- [Prompt]
Each line of data below is to be returned exactly, leaving out any picture.
== Segment start ==
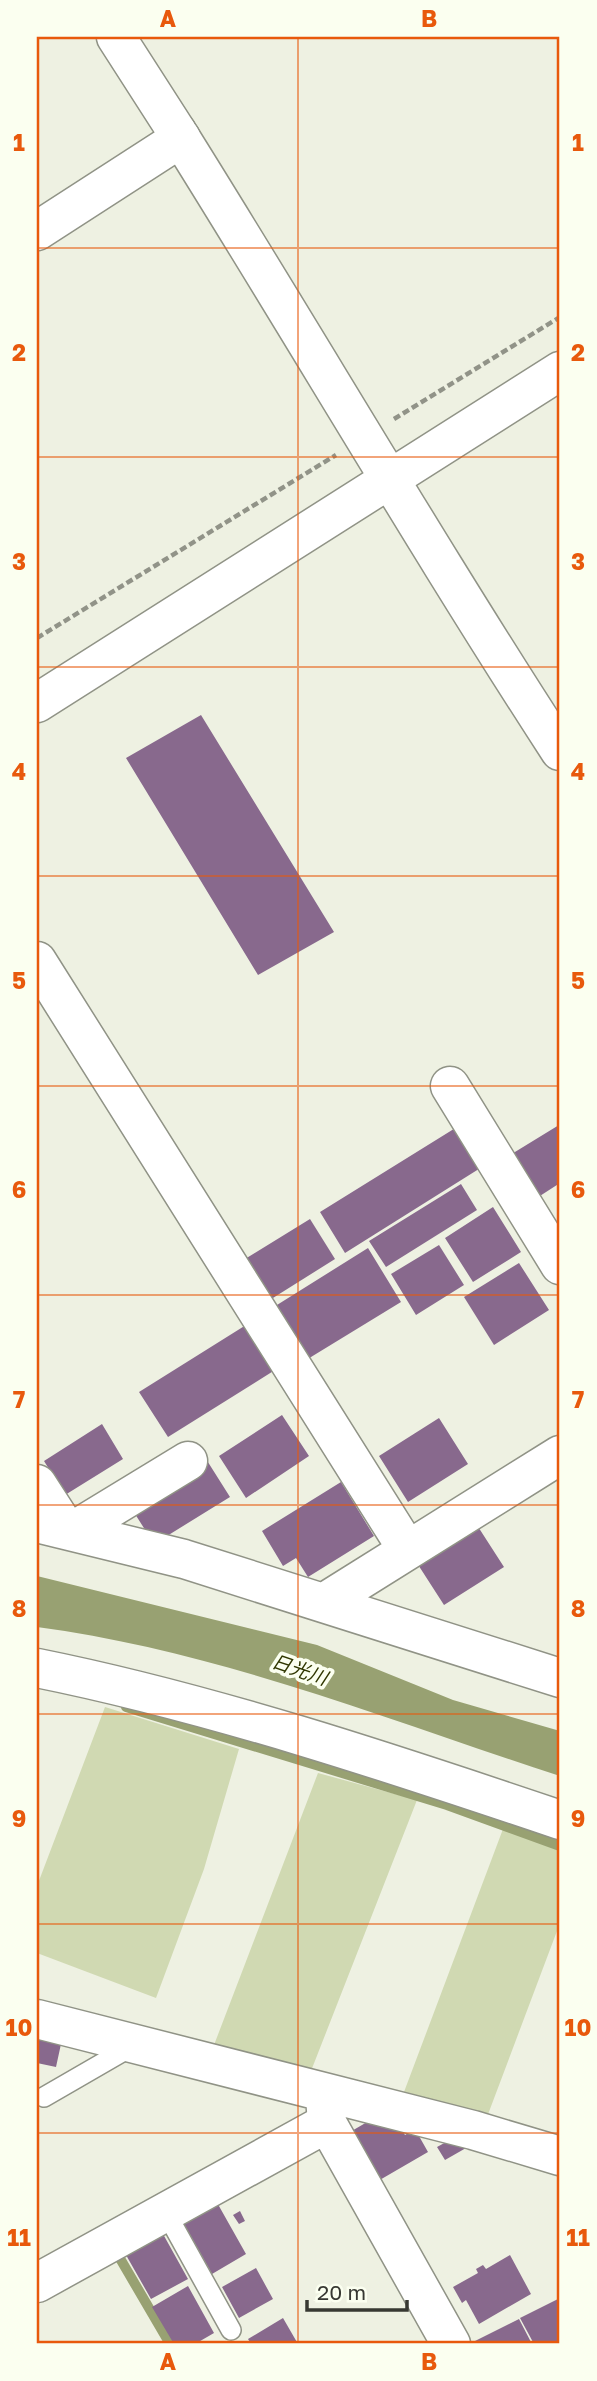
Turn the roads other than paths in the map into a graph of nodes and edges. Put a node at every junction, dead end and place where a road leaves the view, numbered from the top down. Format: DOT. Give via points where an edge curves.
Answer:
graph roads {
  1 [pos="117,37"];
  2 [pos="179,135"];
  3 [pos="37,231"];
  4 [pos="560,372"];
  5 [pos="392,479"];
  6 [pos="37,703"];
  7 [pos="560,751"];
  8 [pos="37,961"];
  9 [pos="450,1086"];
  10 [pos="555,1245"];
  11 [pos="560,1455"];
  12 [pos="188,1461"];
  13 [pos="37,1484"];
  14 [pos="59,1528"];
  15 [pos="407,1549"];
  16 [pos="325,1602"];
  17 [pos="37,1668"];
  18 [pos="560,1678"];
  19 [pos="560,1820"];
  20 [pos="37,2019"];
  21 [pos="136,2044"];
  22 [pos="44,2097"];
  23 [pos="326,2107"];
  24 [pos="560,2156"];
  25 [pos="165,2211"];
  26 [pos="37,2283"];
  27 [pos="231,2330"];
  28 [pos="451,2344"];
  1 -- 2 [label="street"];
  2 -- 3 [label="street"];
  2 -- 5 [label="street"];
  4 -- 5 [label="street"];
  5 -- 6 [label="street"];
  5 -- 7 [label="street"];
  8 -- 15 [label="street"];
  9 -- 10 [label="street"];
  11 -- 15 [label="street"];
  12 -- 14 [label="street"];
  13 -- 14 [label="street"];
  14 -- 16 [label="street" via="184,1559"];
  15 -- 16 [label="street"];
  16 -- 18 [label="street"];
  17 -- 19 [label="street" via="110,1682"];
  20 -- 21 [label="street"];
  21 -- 22 [label="lane"];
  21 -- 23 [label="street"];
  23 -- 24 [label="street"];
  23 -- 25 [label="street"];
  23 -- 28 [label="street"];
  25 -- 26 [label="street"];
  25 -- 27 [label="lane"];
}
== Segment end ==
- [Answer box]
Turn the roads other than paths in the map into a graph of nodes and edges. Put a node at every junction, dead end and place where a road leaves the view, numbered from the top down. Format: DOT. Give via points where an edge curves.
Answer:
graph roads {
  1 [pos="117,37"];
  2 [pos="179,135"];
  3 [pos="37,231"];
  4 [pos="560,372"];
  5 [pos="392,479"];
  6 [pos="37,703"];
  7 [pos="560,751"];
  8 [pos="37,961"];
  9 [pos="450,1086"];
  10 [pos="555,1245"];
  11 [pos="560,1455"];
  12 [pos="188,1461"];
  13 [pos="37,1484"];
  14 [pos="59,1528"];
  15 [pos="407,1549"];
  16 [pos="325,1602"];
  17 [pos="37,1668"];
  18 [pos="560,1678"];
  19 [pos="560,1820"];
  20 [pos="37,2019"];
  21 [pos="136,2044"];
  22 [pos="44,2097"];
  23 [pos="326,2107"];
  24 [pos="560,2156"];
  25 [pos="165,2211"];
  26 [pos="37,2283"];
  27 [pos="231,2330"];
  28 [pos="451,2344"];
  1 -- 2 [label="street"];
  2 -- 3 [label="street"];
  2 -- 5 [label="street"];
  4 -- 5 [label="street"];
  5 -- 6 [label="street"];
  5 -- 7 [label="street"];
  8 -- 15 [label="street"];
  9 -- 10 [label="street"];
  11 -- 15 [label="street"];
  12 -- 14 [label="street"];
  13 -- 14 [label="street"];
  14 -- 16 [label="street" via="184,1559"];
  15 -- 16 [label="street"];
  16 -- 18 [label="street"];
  17 -- 19 [label="street" via="110,1682"];
  20 -- 21 [label="street"];
  21 -- 22 [label="lane"];
  21 -- 23 [label="street"];
  23 -- 24 [label="street"];
  23 -- 25 [label="street"];
  23 -- 28 [label="street"];
  25 -- 26 [label="street"];
  25 -- 27 [label="lane"];
}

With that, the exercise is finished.